The Oxford High School senior and Art Club president is spending her summer as an intern at the Yoknapatawpha Arts Council through the high school’s Career Path program — and for July, she organized her own public art event from the ground up.
The Arts Council, headquartered at the Powerhouse, has long served as Oxford’s hub for creative community life. For Executive Director Wayne Andrews, bringing in a high school intern wasn’t just about giving a student something to do — it was a strategic opportunity for the organization itself.
“Having a student who is exploring a career in the arts offers the arts council feedback and insights on student interest, how students discover things that interest them, and what draws students together outside of school to socialize,” Andrews said. He described the internship as a chance for the organization to grow by seeing its work through fresh eyes — Preslyn attends staff meetings, hears about ongoing projects, works alongside the team, and was given a challenge unique to her position: create something of her own.
For Preslyn, the appeal of the internship was straightforward. As someone who has always known she wants a future that makes use of her artistic abilities, she was looking for a real look at what that could mean professionally.
“As a high schooler interning at the Powerhouse with no work experience, my goal was not only to understand how a job works but also to contribute to the community through my art and ideas,” she said.
One of the most eye-opening early lessons was learning what an arts council actually does — which turned out to be something different from what many people might assume. The Yoknapatawpha Arts Council isn’t primarily a producing organization. It doesn’t put on plays, perform concerts, or mount exhibitions on its own. Instead, it builds the conditions that allow others to do those things. The Arts Council would rather help a community theatre company develop the capacity to produce its own plays than produce plays itself. The same philosophy applies to stand-up comedians, songwriters, and visual artists: support the ecosystem, grow the community, and the art follows.
It’s a subtle but important distinction — and one that shapes everything the organization does, including how it thought about Preslyn’s internship.

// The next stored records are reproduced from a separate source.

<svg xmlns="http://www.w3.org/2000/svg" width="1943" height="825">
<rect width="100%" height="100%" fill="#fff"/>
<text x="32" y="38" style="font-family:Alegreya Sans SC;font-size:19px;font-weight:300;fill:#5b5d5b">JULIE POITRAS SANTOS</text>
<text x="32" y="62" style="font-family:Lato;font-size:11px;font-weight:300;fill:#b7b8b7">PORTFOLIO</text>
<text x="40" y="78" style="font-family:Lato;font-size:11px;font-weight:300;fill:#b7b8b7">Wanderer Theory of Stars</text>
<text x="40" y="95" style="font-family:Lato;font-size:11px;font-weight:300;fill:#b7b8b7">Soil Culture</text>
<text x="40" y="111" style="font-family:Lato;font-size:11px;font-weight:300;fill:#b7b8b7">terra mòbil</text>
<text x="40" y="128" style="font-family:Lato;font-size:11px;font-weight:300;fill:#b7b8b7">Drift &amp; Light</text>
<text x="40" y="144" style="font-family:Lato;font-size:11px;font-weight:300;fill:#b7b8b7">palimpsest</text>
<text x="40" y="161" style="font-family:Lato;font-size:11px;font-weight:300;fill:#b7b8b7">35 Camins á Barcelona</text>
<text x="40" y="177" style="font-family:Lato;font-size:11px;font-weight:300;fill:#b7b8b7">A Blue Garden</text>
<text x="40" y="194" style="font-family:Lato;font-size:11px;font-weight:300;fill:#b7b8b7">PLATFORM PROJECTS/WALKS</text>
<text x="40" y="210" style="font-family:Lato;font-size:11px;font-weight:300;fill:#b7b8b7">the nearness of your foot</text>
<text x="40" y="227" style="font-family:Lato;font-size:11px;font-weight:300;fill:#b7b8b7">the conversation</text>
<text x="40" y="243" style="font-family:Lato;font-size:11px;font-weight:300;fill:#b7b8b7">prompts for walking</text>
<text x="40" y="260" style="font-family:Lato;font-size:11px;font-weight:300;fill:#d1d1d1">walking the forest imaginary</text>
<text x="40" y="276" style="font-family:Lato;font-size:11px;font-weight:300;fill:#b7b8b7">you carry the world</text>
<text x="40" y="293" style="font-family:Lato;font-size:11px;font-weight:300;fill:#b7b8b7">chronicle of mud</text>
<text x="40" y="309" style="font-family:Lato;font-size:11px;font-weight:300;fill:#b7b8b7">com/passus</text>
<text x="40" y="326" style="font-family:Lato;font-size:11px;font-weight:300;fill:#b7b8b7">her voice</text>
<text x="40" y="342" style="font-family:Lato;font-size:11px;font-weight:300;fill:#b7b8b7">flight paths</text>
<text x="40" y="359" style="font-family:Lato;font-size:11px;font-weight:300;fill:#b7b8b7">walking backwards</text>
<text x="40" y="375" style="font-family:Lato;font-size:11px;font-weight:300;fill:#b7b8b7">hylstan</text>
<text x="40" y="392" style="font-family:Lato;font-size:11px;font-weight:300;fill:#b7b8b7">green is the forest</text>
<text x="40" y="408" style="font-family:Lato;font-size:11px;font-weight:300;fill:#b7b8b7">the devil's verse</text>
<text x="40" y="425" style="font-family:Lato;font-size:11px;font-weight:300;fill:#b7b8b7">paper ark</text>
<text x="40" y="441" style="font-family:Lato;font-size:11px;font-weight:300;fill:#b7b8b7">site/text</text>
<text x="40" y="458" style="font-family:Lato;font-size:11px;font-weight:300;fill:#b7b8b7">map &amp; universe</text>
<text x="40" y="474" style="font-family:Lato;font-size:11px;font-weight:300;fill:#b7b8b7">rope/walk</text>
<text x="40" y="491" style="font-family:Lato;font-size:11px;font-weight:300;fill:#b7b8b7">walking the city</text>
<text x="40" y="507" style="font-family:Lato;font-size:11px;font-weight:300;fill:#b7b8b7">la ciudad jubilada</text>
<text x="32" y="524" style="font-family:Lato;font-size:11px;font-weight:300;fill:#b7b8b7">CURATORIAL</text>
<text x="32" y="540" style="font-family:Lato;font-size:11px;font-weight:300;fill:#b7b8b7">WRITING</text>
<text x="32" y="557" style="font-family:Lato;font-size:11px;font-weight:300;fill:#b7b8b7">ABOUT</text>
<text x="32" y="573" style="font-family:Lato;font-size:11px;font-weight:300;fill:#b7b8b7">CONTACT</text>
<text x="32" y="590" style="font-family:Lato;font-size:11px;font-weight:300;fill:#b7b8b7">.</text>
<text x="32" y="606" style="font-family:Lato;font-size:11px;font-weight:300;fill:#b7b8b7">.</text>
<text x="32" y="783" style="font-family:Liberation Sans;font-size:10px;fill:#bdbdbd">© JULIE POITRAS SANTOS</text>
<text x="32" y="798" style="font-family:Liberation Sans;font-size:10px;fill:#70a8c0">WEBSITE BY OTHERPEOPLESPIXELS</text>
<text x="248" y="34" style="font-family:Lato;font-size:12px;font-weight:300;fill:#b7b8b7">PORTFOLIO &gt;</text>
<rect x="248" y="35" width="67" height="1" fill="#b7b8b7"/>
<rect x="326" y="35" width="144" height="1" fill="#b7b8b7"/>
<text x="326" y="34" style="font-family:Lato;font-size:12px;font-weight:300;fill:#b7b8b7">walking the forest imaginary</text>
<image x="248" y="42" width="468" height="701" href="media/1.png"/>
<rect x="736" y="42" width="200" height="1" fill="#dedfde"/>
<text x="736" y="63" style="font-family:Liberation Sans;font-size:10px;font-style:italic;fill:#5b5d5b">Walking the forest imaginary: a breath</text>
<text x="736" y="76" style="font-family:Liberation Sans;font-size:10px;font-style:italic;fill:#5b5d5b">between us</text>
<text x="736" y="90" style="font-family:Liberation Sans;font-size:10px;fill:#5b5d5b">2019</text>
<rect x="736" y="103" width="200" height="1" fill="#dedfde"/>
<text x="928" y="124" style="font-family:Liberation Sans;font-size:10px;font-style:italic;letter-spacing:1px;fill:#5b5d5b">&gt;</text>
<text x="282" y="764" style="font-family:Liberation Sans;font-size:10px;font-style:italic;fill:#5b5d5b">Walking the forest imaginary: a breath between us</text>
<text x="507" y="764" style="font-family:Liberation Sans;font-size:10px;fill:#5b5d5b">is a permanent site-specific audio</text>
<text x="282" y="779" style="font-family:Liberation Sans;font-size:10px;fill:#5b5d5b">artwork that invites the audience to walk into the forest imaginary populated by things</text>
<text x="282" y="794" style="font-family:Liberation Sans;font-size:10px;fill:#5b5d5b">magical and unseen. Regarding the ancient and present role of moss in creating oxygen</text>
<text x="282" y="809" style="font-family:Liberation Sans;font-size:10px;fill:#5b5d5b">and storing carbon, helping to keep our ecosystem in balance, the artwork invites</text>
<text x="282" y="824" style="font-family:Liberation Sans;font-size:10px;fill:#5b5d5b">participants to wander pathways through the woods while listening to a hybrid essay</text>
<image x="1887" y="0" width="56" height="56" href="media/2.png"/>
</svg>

She has been working alongside staff on the Makers Meet Up, an ongoing Arts Council initiative designed to build community and create connections among artists of different disciplines. But she was also handed an open-ended challenge: come up with your own idea.
She did.
The Art Hunt is a free scavenger hunt that sends teens and community members across Oxford, following clues to discover small original works of art hidden in public spaces throughout the city. Finders can take the art home — or leave a small work of their own in its place, keeping the chain of creativity going.
“I had this idea while thinking about how to bring people together through art,” Preslyn said.

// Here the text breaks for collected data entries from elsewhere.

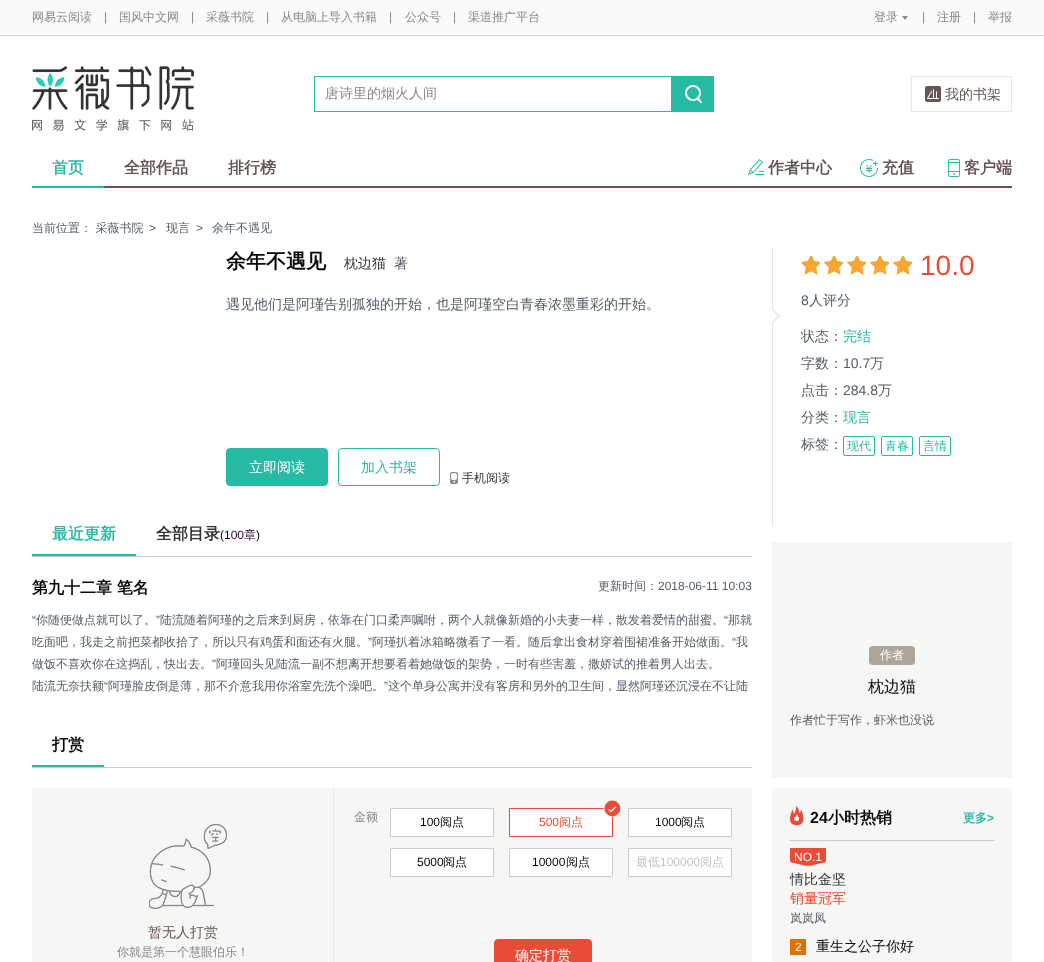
<!DOCTYPE html>
<meta charset="utf-8">
<style>body { margin: 0 } canvas { display: block }</style>
<canvas id="canvas" width="1044" height="962"></canvas>
<img id="img1" src="img_01.png" hidden>
<img id="img2" src="img_02.png" hidden>
<img id="img3" src="img_03.png" hidden>
<img id="img4" src="img_04.png" hidden>
<img id="img5" src="img_05.png" hidden>
<img id="img6" src="img_06.png" hidden>
<img id="img7" src="img_07.png" hidden>
<img id="img8" src="img_08.png" hidden>
<img id="img9" src="img_09.png" hidden>
<img id="img10" src="img_10.png" hidden>
<img id="img11" src="img_11.png" hidden>
<img id="img12" src="img_12.png" hidden>
<img id="img13" src="img_13.png" hidden>
<script>
window.onload = function () {
	const canvas = document.getElementById("canvas");
	const ctx = canvas.getContext("2d");
	ctx.miterLimit = 4;
	ctx.fontKerning = "normal";
	function txt(s, x, y) {
		ctx.fillText(s, x, y);
	}
	function fill(x, y, w, h) {
		ctx.fillRect(x, y, w, h);
	}
	function round(x, y, w, h, r) {
		ctx.beginPath();
		ctx.roundRect(x, y, w, h, r);
		ctx.fill();
	}
	function img(id, x, y, w, h) {
		ctx.drawImage(document.getElementById(id), x, y, w, h);
	}

	ctx.fillStyle = "#FFFFFF";
	fill(0, 0, 1044, 962);
	ctx.fillStyle = "#FAFAFA";
	fill(0, 0, 1044, 35);
	ctx.fillStyle = "#DCDCDC";
	fill(0, 35, 1044, 1);
	img("img1", 902, 16, 6, 4);
	img("img2", 32, 66, 162, 65);
	ctx.strokeStyle = "#27BBA6";
	ctx.strokeRect(314.5, 76.5, 357, 35);
	ctx.fillStyle = "#27BBA6";
	fill(672, 76, 42, 36);
	img("img3", 685, 85, 17, 18);
	img("img4", 925, 86, 16, 16);
	ctx.strokeStyle = "#EBE6E1";
	ctx.strokeRect(911.5, 76.5, 100, 35);
	ctx.fillStyle = "#665656";
	fill(104, 186, 908, 2);
	ctx.fillStyle = "#27BBA6";
	fill(32, 186, 72, 2);
	img("img5", 748, 159, 16, 16);
	img("img6", 860, 159, 18, 18);
	img("img7", 948, 159, 12, 18);
	ctx.beginPath();
	ctx.roundRect(226.5, 448.5, 101, 37, 3.5);
	ctx.fill();
	ctx.strokeStyle = "#27BBA6";
	ctx.stroke();
	ctx.beginPath();
	ctx.roundRect(338.5, 448.5, 101, 37, 3.5);
	ctx.stroke();
	img("img8", 450, 472, 8, 12);
	ctx.fillStyle = "#CDCDCD";
	fill(32, 556, 720, 1);
	ctx.fillStyle = "#27BBA6";
	fill(32, 554, 104, 2);
	ctx.fillStyle = "#CDCDCD";
	fill(32, 767, 720, 1);
	ctx.fillStyle = "#27BBA6";
	fill(32, 765, 72, 2);
	ctx.fillStyle = "#F6F6F4";
	fill(32, 788, 720, 174);
	ctx.fillStyle = "#EBE6E1";
	fill(333, 788, 1, 174);
	img("img9", 149, 824, 78, 85);
	ctx.fillStyle = "#FFFFFF";
	ctx.beginPath();
	ctx.rect(390.5, 808.5, 103, 28);
	ctx.fill();
	ctx.strokeStyle = "#CDCDCD";
	ctx.stroke();
	ctx.beginPath();
	ctx.rect(509.5, 808.5, 103, 28);
	ctx.fill();
	ctx.strokeStyle = "#EA4B36";
	ctx.stroke();
	img("img10", 603, 800, 18, 17);
	ctx.beginPath();
	ctx.rect(628.5, 808.5, 103, 28);
	ctx.fill();
	ctx.strokeStyle = "#CDCDCD";
	ctx.stroke();
	ctx.beginPath();
	ctx.rect(390.5, 848.5, 103, 28);
	ctx.fill();
	ctx.stroke();
	ctx.beginPath();
	ctx.rect(509.5, 848.5, 103, 28);
	ctx.fill();
	ctx.stroke();
	ctx.beginPath();
	ctx.rect(628.5, 848.5, 103, 28);
	ctx.fill();
	ctx.stroke();
	ctx.fillStyle = "#EA4B36";
	ctx.beginPath();
	ctx.roundRect(494.5, 939.5, 97, 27, 3.5);
	ctx.fill();
	ctx.strokeStyle = "#EA4B36";
	ctx.stroke();
	ctx.fillStyle = "#E5E5E5";
	fill(772, 249, 1, 277);
	img("img11", 801, 256, 19, 19);
	img("img11", 824, 256, 19, 19);
	img("img11", 847, 256, 19, 19);
	img("img11", 870, 256, 19, 19);
	img("img11", 893, 256, 19, 19);
	ctx.beginPath();
	ctx.moveTo(773, 323);
	ctx.lineTo(773, 309);
	ctx.lineTo(780, 316);
	ctx.closePath();
	ctx.fill();
	ctx.fillStyle = "#FFFFFF";
	ctx.beginPath();
	ctx.moveTo(772, 322);
	ctx.lineTo(772, 310);
	ctx.lineTo(778, 316);
	ctx.closePath();
	ctx.fill();
	ctx.beginPath();
	ctx.roundRect(843.5, 436.5, 31, 19, 1.5);
	ctx.strokeStyle = "#27BBA6";
	ctx.stroke();
	ctx.beginPath();
	ctx.roundRect(881.5, 436.5, 31, 19, 1.5);
	ctx.stroke();
	ctx.beginPath();
	ctx.roundRect(919.5, 436.5, 31, 19, 1.5);
	ctx.stroke();
	ctx.fillStyle = "#F6F6F4";
	fill(772, 542, 240, 236);
	ctx.fillStyle = "#ABA59A";
	round(869, 646, 46, 19, 4);
	ctx.fillStyle = "#F6F6F4";
	fill(772, 788, 240, 174);
	ctx.fillStyle = "#CDCDCD";
	fill(790, 840, 204, 1);
	img("img12", 790, 806, 14, 20);
	img("img13", 790, 848, 36, 18);
	ctx.fillStyle = "#E07100";
	fill(790, 939, 16, 16);
	ctx.font = "500 12px WenQuanYi Zen Hei";
	ctx.fillStyle = "#888888";
	txt("网易云阅读", 32, 21);
	ctx.font = "12px Liberation Sans";
	txt("|", 104, 21);
	ctx.font = "500 12px WenQuanYi Zen Hei";
	txt("国风中文网", 119, 21);
	ctx.font = "12px Liberation Sans";
	txt("|", 191, 21);
	ctx.font = "500 12px WenQuanYi Zen Hei";
	txt("采薇书院", 206, 21);
	ctx.font = "12px Liberation Sans";
	txt("|", 266, 21);
	ctx.font = "500 12px WenQuanYi Zen Hei";
	txt("从电脑上导入书籍", 281, 21);
	ctx.font = "12px Liberation Sans";
	txt("|", 389, 21);
	ctx.font = "500 12px WenQuanYi Zen Hei";
	txt("公众号", 405, 21);
	ctx.font = "12px Liberation Sans";
	txt("|", 453, 21);
	ctx.font = "500 12px WenQuanYi Zen Hei";
	txt("渠道推广平台", 468, 21);
	txt("登录", 874, 21);
	ctx.font = "12px Liberation Sans";
	txt("|", 922, 21);
	ctx.font = "500 12px WenQuanYi Zen Hei";
	txt("注册", 937, 21);
	ctx.font = "12px Liberation Sans";
	txt("|", 973, 21);
	ctx.font = "500 12px WenQuanYi Zen Hei";
	txt("举报", 988, 21);
	ctx.font = "500 14px WenQuanYi Zen Hei";
	txt("唐诗里的烟火人间", 325, 98);
	ctx.fillStyle = "#665555";
	txt("我的书架", 945, 99);
	ctx.font = "bold 16px WenQuanYi Zen Hei";
	ctx.fillStyle = "#27BBA6";
	txt("首页", 52, 173);
	ctx.fillStyle = "#665555";
	txt("全部作品", 124, 173);
	txt("排行榜", 228, 173);
	txt("作者中心", 768, 173);
	txt("充值", 882, 173);
	txt("客户端", 964, 173);
	ctx.font = "500 12px WenQuanYi Zen Hei";
	ctx.fillStyle = "#545C66";
	txt("当前位置： 采薇书院", 32, 232);
	ctx.font = "12px Liberation Sans";
	txt(">", 149, 232);
	ctx.font = "500 12px WenQuanYi Zen Hei";
	txt("现言", 166, 232);
	ctx.font = "12px Liberation Sans";
	txt(">", 196, 232);
	ctx.font = "500 12px WenQuanYi Zen Hei";
	txt("余年不遇见", 212, 232);
	ctx.font = "bold 20px WenQuanYi Zen Hei";
	ctx.fillStyle = "#06080A";
	txt("余年不遇见", 226, 268);
	ctx.font = "500 14px WenQuanYi Zen Hei";
	ctx.fillStyle = "#333333";
	txt("枕边猫", 344, 268);
	ctx.fillStyle = "#545C66";
	txt("著", 394, 268);
	txt("遇见他们是阿瑾告别孤独的开始，也是阿瑾空白青春浓墨重彩的开始。", 226, 309);
	ctx.fillStyle = "#FFFFFF";
	txt("立即阅读", 249, 472);
	ctx.fillStyle = "#27BBA6";
	txt("加入书架", 361, 472);
	ctx.font = "500 12px WenQuanYi Zen Hei";
	ctx.fillStyle = "#333333";
	txt("手机阅读", 462, 482);
	ctx.font = "bold 16px WenQuanYi Zen Hei";
	ctx.fillStyle = "#27BBA6";
	txt("最近更新", 52, 539);
	ctx.fillStyle = "#333333";
	txt("全部目录", 156, 539);
	ctx.font = "12px Liberation Sans";
	ctx.fillStyle = "#24002A";
	txt("(100", 220, 539);
	ctx.font = "500 12px WenQuanYi Zen Hei";
	txt("章", 244, 539);
	ctx.font = "12px Liberation Sans";
	txt(")", 256, 539);
	ctx.font = "bold 16px WenQuanYi Zen Hei";
	ctx.fillStyle = "#06080A";
	txt("第九十二章 笔名", 32, 593);
	ctx.font = "500 12px WenQuanYi Zen Hei";
	ctx.fillStyle = "#545C66";
	txt("更新时间：", 598, 590);
	ctx.font = "12px Liberation Sans";
	txt("2018-06-11 10:03", 658, 590);
	txt("“", 32, 624);
	ctx.font = "500 12px WenQuanYi Zen Hei";
	txt("你随便做点就可以了。", 36, 624);
	ctx.font = "12px Liberation Sans";
	txt("”", 156, 624);
	ctx.font = "500 12px WenQuanYi Zen Hei";
	txt("陆流随着阿瑾的之后来到厨房，依靠在门口柔声嘱咐，两个人就像新婚的小夫妻一样，散发着爱情的甜蜜。", 160, 624);
	ctx.font = "12px Liberation Sans";
	txt("“", 724, 624);
	ctx.font = "500 12px WenQuanYi Zen Hei";
	txt("那就", 728, 624);
	txt("吃面吧，我走之前把菜都收拾了，所以只有鸡蛋和面还有火腿。", 32, 646);
	ctx.font = "12px Liberation Sans";
	txt("”", 368, 646);
	ctx.font = "500 12px WenQuanYi Zen Hei";
	txt("阿瑾扒着冰箱略微看了一看。随后拿出食材穿着围裙准备开始做面。", 372, 646);
	ctx.font = "12px Liberation Sans";
	txt("“", 732, 646);
	ctx.font = "500 12px WenQuanYi Zen Hei";
	txt("我", 736, 646);
	txt("做饭不喜欢你在这捣乱，快出去。", 32, 668);
	ctx.font = "12px Liberation Sans";
	txt("”", 212, 668);
	ctx.font = "500 12px WenQuanYi Zen Hei";
	txt("阿瑾回头见陆流一副不想离开想要看着她做饭的架势，一时有些害羞，撒娇试的推着男人出去。", 216, 668);
	txt("陆流无奈扶额", 32, 690);
	ctx.font = "12px Liberation Sans";
	txt("“", 104, 690);
	ctx.font = "500 12px WenQuanYi Zen Hei";
	txt("阿瑾脸皮倒是薄，那不介意我用你浴室先洗个澡吧。", 108, 690);
	ctx.font = "12px Liberation Sans";
	txt("”", 384, 690);
	ctx.font = "500 12px WenQuanYi Zen Hei";
	txt("这个单身公寓并没有客房和另外的卫生间，显然阿瑾还沉浸在不让陆", 388, 690);
	ctx.font = "bold 16px WenQuanYi Zen Hei";
	ctx.fillStyle = "#06080A";
	txt("打赏", 52, 750);
	ctx.font = "500 14px WenQuanYi Zen Hei";
	ctx.fillStyle = "#665555";
	txt("暂无人打赏", 148, 937);
	ctx.font = "500 12px WenQuanYi Zen Hei";
	ctx.fillStyle = "#888888";
	txt("你就是第一个慧眼伯乐！", 117, 956);
	txt("金额", 354, 821);
	ctx.font = "12px Liberation Sans";
	ctx.fillStyle = "#06080A";
	txt("100", 420, 826);
	ctx.font = "500 12px WenQuanYi Zen Hei";
	txt("阅点", 440, 826);
	ctx.font = "12px Liberation Sans";
	ctx.fillStyle = "#EA4B36";
	txt("500", 539, 826);
	ctx.font = "500 12px WenQuanYi Zen Hei";
	txt("阅点", 559, 826);
	ctx.font = "12px Liberation Sans";
	ctx.fillStyle = "#06080A";
	txt("1000", 655, 826);
	ctx.font = "500 12px WenQuanYi Zen Hei";
	txt("阅点", 681, 826);
	ctx.font = "12px Liberation Sans";
	txt("5000", 417, 866);
	ctx.font = "500 12px WenQuanYi Zen Hei";
	txt("阅点", 443, 866);
	ctx.font = "12px Liberation Sans";
	txt("10000", 532, 866);
	ctx.font = "500 12px WenQuanYi Zen Hei";
	txt("阅点", 566, 866);
	ctx.fillStyle = "#C3C3C3";
	txt("最低", 636, 866);
	ctx.font = "12px Liberation Sans";
	txt("100000", 660, 866);
	ctx.font = "500 12px WenQuanYi Zen Hei";
	txt("阅点", 700, 866);
	ctx.font = "500 14px WenQuanYi Zen Hei";
	ctx.fillStyle = "#FFFFFF";
	txt("确定打赏", 515, 960);
	ctx.font = "28px Liberation Sans";
	ctx.fillStyle = "#EA4B36";
	txt("10.0", 920, 275);
	ctx.font = "14px Liberation Sans";
	ctx.fillStyle = "#545C66";
	txt("8", 801, 305);
	ctx.font = "500 14px WenQuanYi Zen Hei";
	txt("人评分", 809, 305);
	txt("状态：", 801, 341);
	ctx.fillStyle = "#27BBA6";
	txt("完结", 843, 341);
	ctx.fillStyle = "#545C66";
	txt("字数：", 801, 368);
	ctx.font = "14px Liberation Sans";
	txt("10.7", 843, 368);
	ctx.font = "500 14px WenQuanYi Zen Hei";
	txt("万", 870, 368);
	txt("点击：", 801, 395);
	ctx.font = "14px Liberation Sans";
	txt("284.8", 843, 395);
	ctx.font = "500 14px WenQuanYi Zen Hei";
	txt("万", 878, 395);
	txt("分类：", 801, 422);
	ctx.fillStyle = "#27BBA6";
	txt("现言", 843, 422);
	ctx.fillStyle = "#545C66";
	txt("标签：", 801, 449);
	ctx.font = "500 12px WenQuanYi Zen Hei";
	ctx.fillStyle = "#27BBA6";
	txt("现代", 847, 450);
	txt("青春", 885, 450);
	txt("言情", 923, 450);
	ctx.fillStyle = "#FFFFFF";
	txt("作者", 880, 659);
	ctx.font = "500 16px WenQuanYi Zen Hei";
	ctx.fillStyle = "#06080A";
	txt("枕边猫", 868, 692);
	ctx.font = "500 12px WenQuanYi Zen Hei";
	ctx.fillStyle = "#545C66";
	txt("作者忙于写作，虾米也没说", 790, 724);
	ctx.font = "bold 16px Liberation Sans";
	ctx.fillStyle = "#06080A";
	txt("24", 810, 823);
	ctx.font = "bold 16px WenQuanYi Zen Hei";
	txt("小时热销", 828, 823);
	ctx.font = "bold 12px WenQuanYi Zen Hei";
	ctx.fillStyle = "#27BBA6";
	txt("更多", 963, 822);
	ctx.font = "bold 12px Liberation Sans";
	txt(">", 987, 822);
	ctx.font = "12px Liberation Sans";
	ctx.fillStyle = "#FFFFFF";
	txt("NO.1", 794, 861);
	ctx.font = "500 14px WenQuanYi Zen Hei";
	ctx.fillStyle = "#333333";
	txt("情比金坚", 790, 884);
	ctx.fillStyle = "#EA4B36";
	txt("销量冠军", 790, 903);
	ctx.font = "500 12px WenQuanYi Zen Hei";
	ctx.fillStyle = "#545C66";
	txt("岚岚凤", 790, 922);
	ctx.font = "12px Liberation Sans";
	ctx.fillStyle = "#FFFFFF";
	txt("2", 795, 951);
	ctx.font = "500 14px WenQuanYi Zen Hei";
	ctx.fillStyle = "#06080A";
	txt("重生之公子你好", 816, 951);
};
</script>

The concept is characteristic of her generation’s instinct for experiences that are participatory, shareable, and low-barrier. There’s no ticket to buy, no gallery to enter, no prior art knowledge required — just a set of clues, a willingness to explore, and the possibility of finding something handmade waiting for you in an unexpected corner of the community.
What’s made the project genuinely hers, Preslyn said, is the degree of ownership she’s been given over every piece of it.
“The arts council is providing me the opportunity to pitch ideas, organize a live event, and manage my time. They gave me the freedom to research the idea, propose the best places to hide the art, design the clues, and gather the materials needed to create the experience.”
That kind of real-world responsibility — not busy work, but actual stakes — is exactly what the Career Path internship program is designed to provide.